= Exercise description =
Using the listing below, please gather every line containing the word "Allee".

= Exercise input =
►
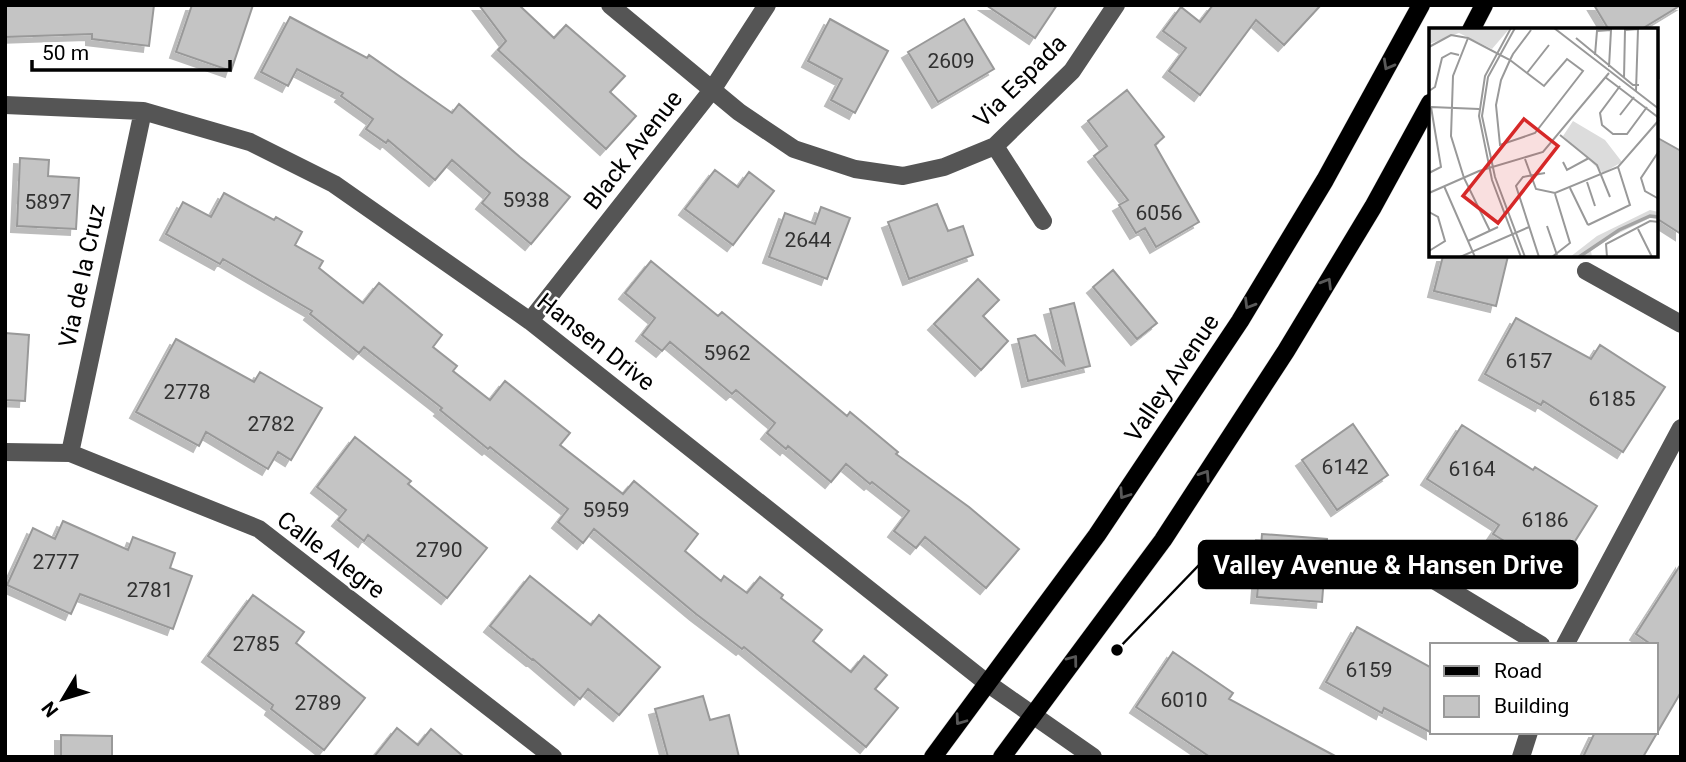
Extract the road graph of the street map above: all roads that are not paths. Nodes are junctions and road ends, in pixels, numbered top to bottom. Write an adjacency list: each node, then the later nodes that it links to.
1 (610, 5): 7 (street, Via Espada)
2 (767, 5): 7 (street, Black Avenue)
3 (1116, 5): 11 (street, Via Espada)
4 (1421, 5): 22 (main road, Valley Avenue, one-way to 22)
5 (1484, 5): 6 (main road)
6 (1472, 28)
7 (712, 90): 11 (street, Via Espada); 14 (street, Black Avenue)
8 (5, 105): 10 (street, Hansen Drive)
9 (1429, 105): 23 (main road, one-way to 9)
10 (143, 111): 14 (street, Hansen Drive); 18 (street, Via de la Cruz)
11 (995, 146): 12 (street)
12 (1043, 220)
13 (1586, 271): 15 (street)
14 (530, 321): 22 (street, Hansen Drive)
15 (1681, 324)
16 (1681, 428): 21 (street)
17 (5, 452): 18 (street, Calle Alegre)
18 (70, 453): 25 (street, Calle Alegre)
19 (1401, 560): 20 (street)
20 (1538, 643)
21 (1566, 643)
22 (987, 683): 23 (street, Hansen Drive); 26 (main road, Valley Avenue, one-way to 26)
23 (1033, 715): 27 (main road); 28 (street, Hansen Drive)
24 (1528, 734): 29 (street)
25 (553, 757)
26 (933, 757)
27 (1002, 757)
28 (1093, 757)
29 (1521, 757)

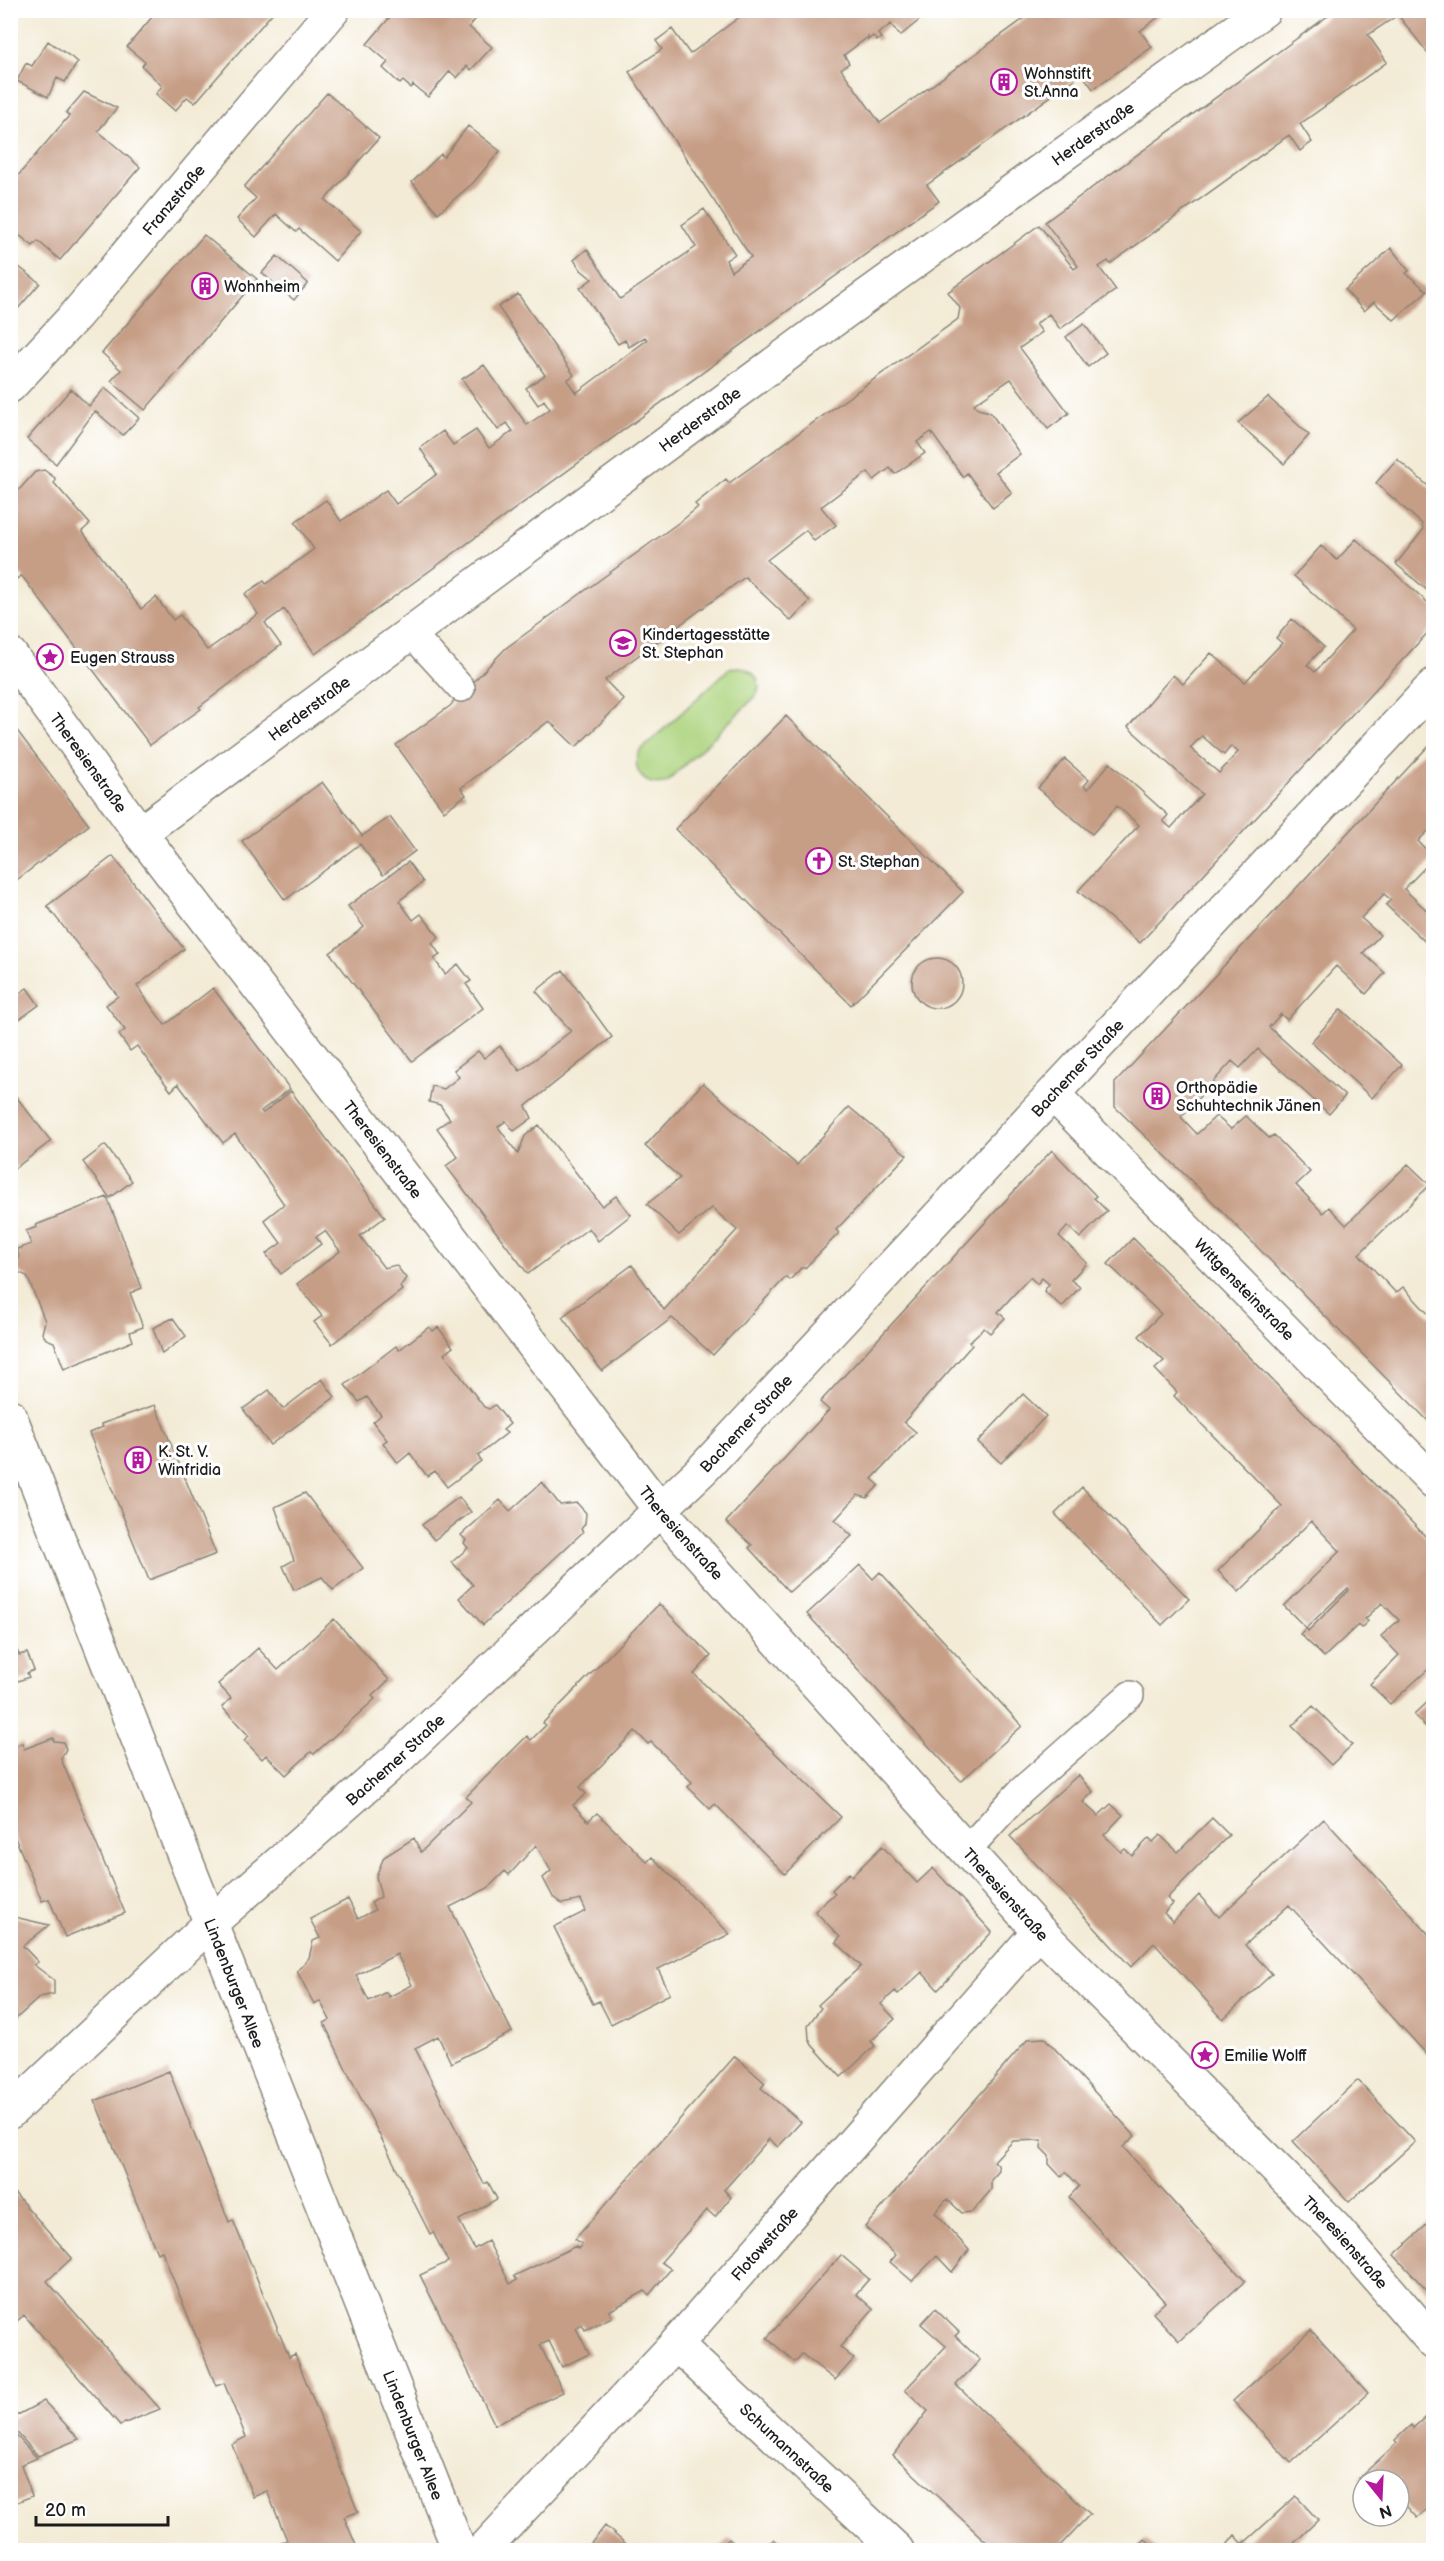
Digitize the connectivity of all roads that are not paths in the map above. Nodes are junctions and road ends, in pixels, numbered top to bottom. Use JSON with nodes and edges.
{"nodes":[{"id":1,"x":333,"y":10,"type":"edge"},
{"id":2,"x":1264,"y":10,"type":"edge"},
{"id":3,"x":10,"y":386,"type":"edge"},
{"id":4,"x":410,"y":632,"type":"junction"},
{"id":5,"x":10,"y":654,"type":"edge"},
{"id":6,"x":1434,"y":685,"type":"edge"},
{"id":7,"x":461,"y":688,"type":"dead end"},
{"id":8,"x":140,"y":833,"type":"junction"},
{"id":9,"x":1054,"y":1095,"type":"junction"},
{"id":10,"x":10,"y":1416,"type":"edge"},
{"id":11,"x":1434,"y":1482,"type":"edge"},
{"id":12,"x":660,"y":1510,"type":"junction"},
{"id":13,"x":1130,"y":1695,"type":"dead end"},
{"id":14,"x":967,"y":1850,"type":"junction"},
{"id":15,"x":212,"y":1922,"type":"junction"},
{"id":16,"x":1039,"y":1930,"type":"junction"},
{"id":17,"x":10,"y":2112,"type":"edge"},
{"id":18,"x":1434,"y":2343,"type":"edge"},
{"id":19,"x":676,"y":2344,"type":"junction"},
{"id":20,"x":459,"y":2550,"type":"edge"},
{"id":21,"x":483,"y":2550,"type":"edge"},
{"id":22,"x":897,"y":2550,"type":"edge"}],
"edges":[{"from":1,"to":3,"type":"street","name":"Franzstraße"},
{"from":2,"to":4,"type":"street","name":"Herderstraße"},
{"from":4,"to":7,"type":"lane"},
{"from":4,"to":8,"type":"street","name":"Herderstraße"},
{"from":5,"to":8,"type":"street","name":"Theresienstraße"},
{"from":6,"to":9,"type":"street","name":"Bachemer Straße"},
{"from":8,"to":12,"type":"street","name":"Theresienstraße"},
{"from":9,"to":11,"type":"street","name":"Wittgensteinstraße"},
{"from":9,"to":12,"type":"street","name":"Bachemer Straße"},
{"from":10,"to":15,"type":"street","name":"Lindenburger Allee"},
{"from":12,"to":14,"type":"street","name":"Theresienstraße"},
{"from":12,"to":15,"type":"street","name":"Bachemer Straße"},
{"from":13,"to":14,"type":"lane"},
{"from":14,"to":16,"type":"street","name":"Theresienstraße"},
{"from":15,"to":17,"type":"street","name":"Bachemer Straße"},
{"from":15,"to":20,"type":"street","name":"Lindenburger Allee"},
{"from":16,"to":18,"type":"street","name":"Theresienstraße"},
{"from":16,"to":19,"type":"street","name":"Flotowstraße"},
{"from":19,"to":21,"type":"street","name":"Flotowstraße"},
{"from":19,"to":22,"type":"street","name":"Schumannstraße"}]}
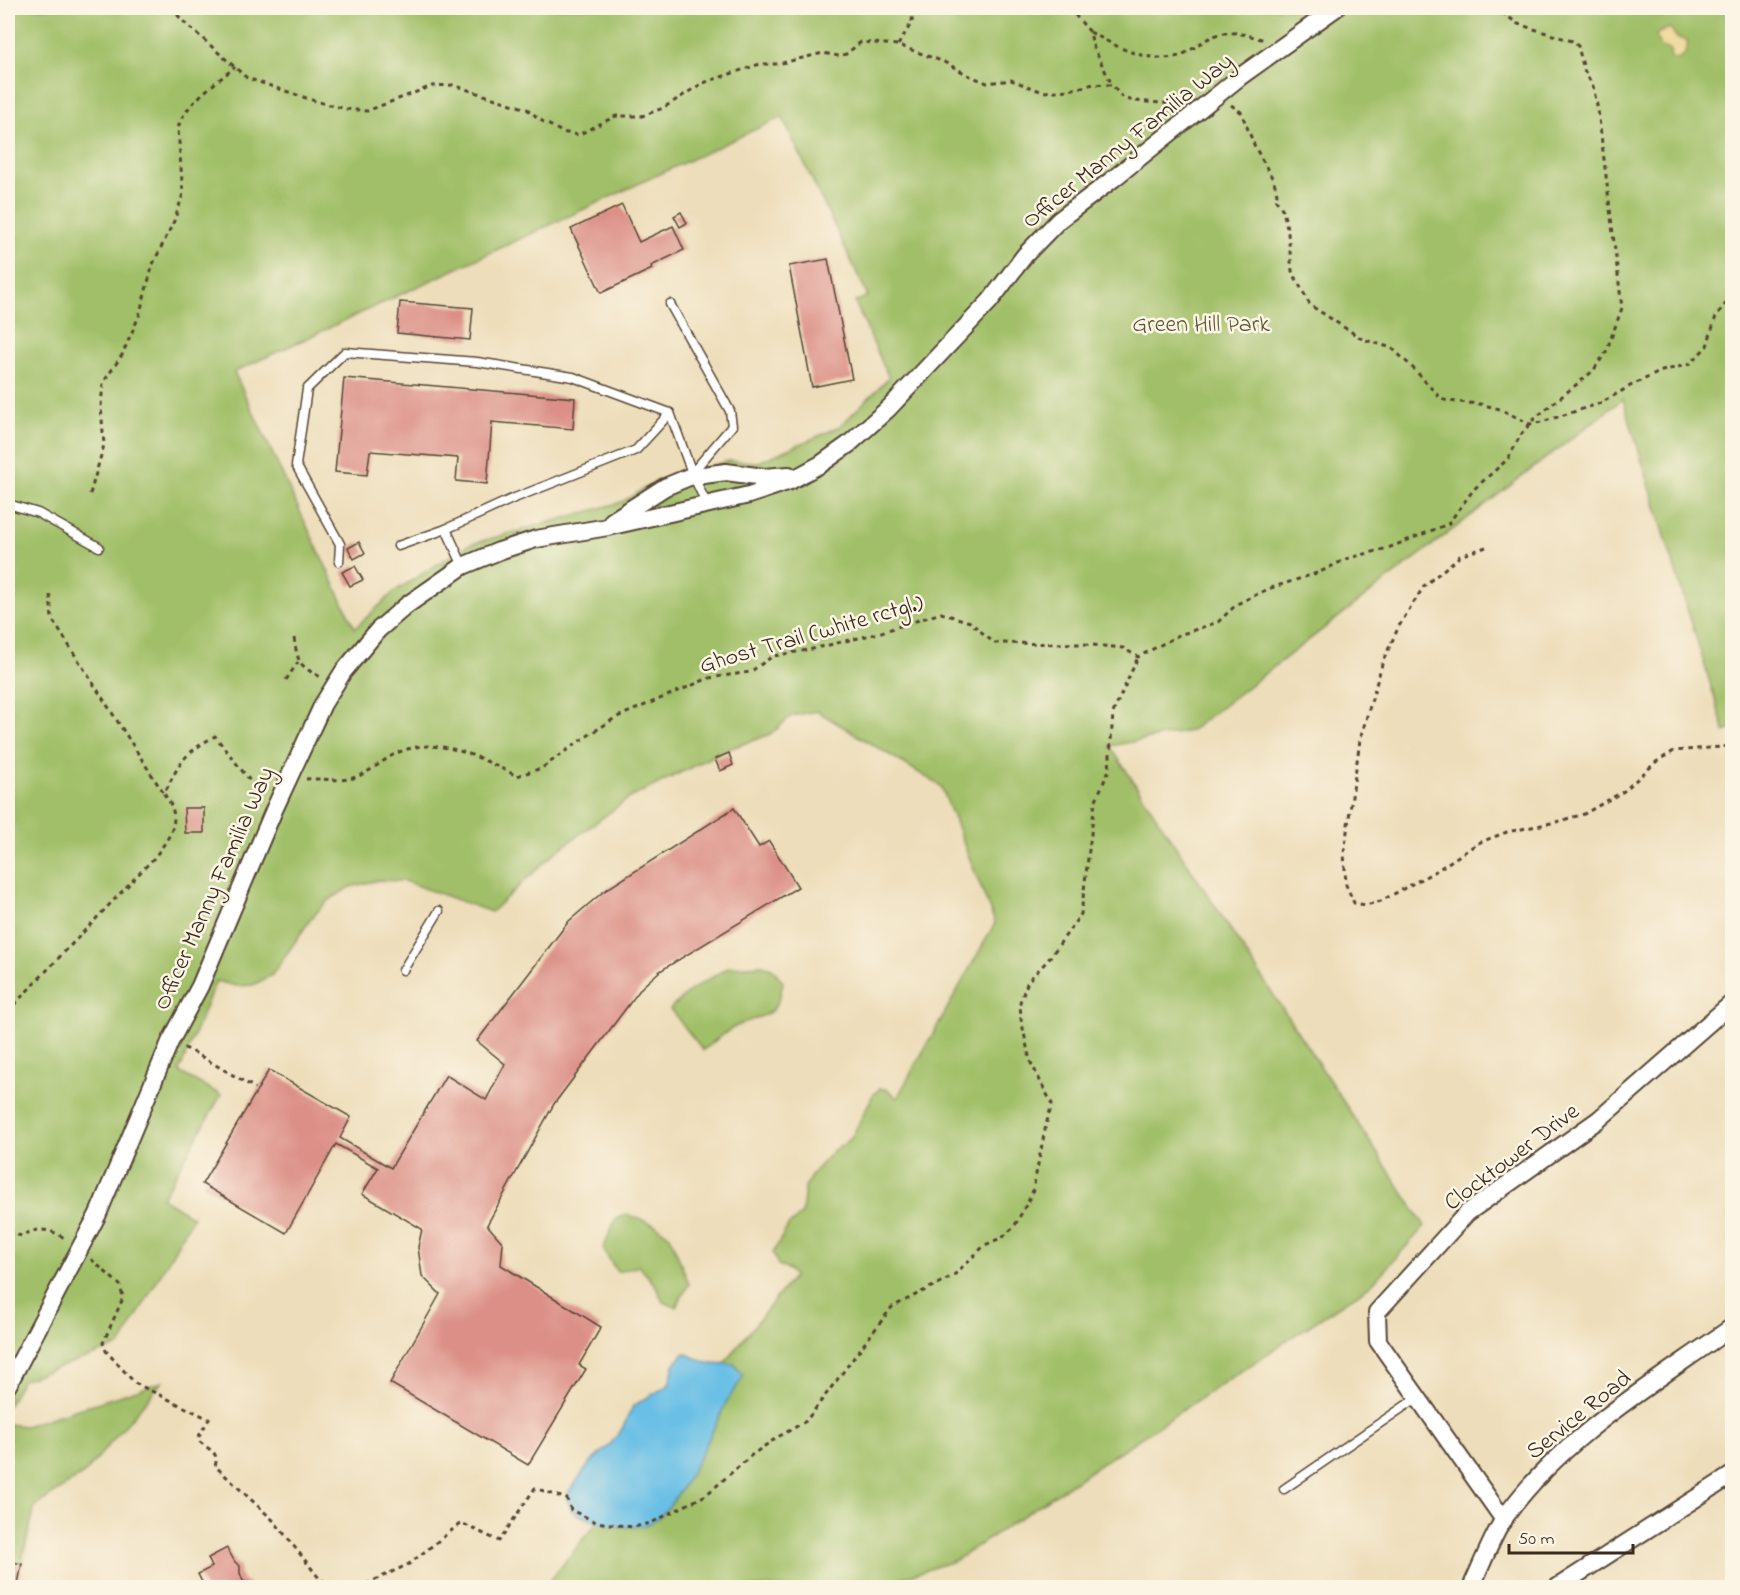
◄
= Response =
{"from":10,"to":15,"type":"street","name":"Lindenburger Allee"},
{"from":15,"to":20,"type":"street","name":"Lindenburger Allee"},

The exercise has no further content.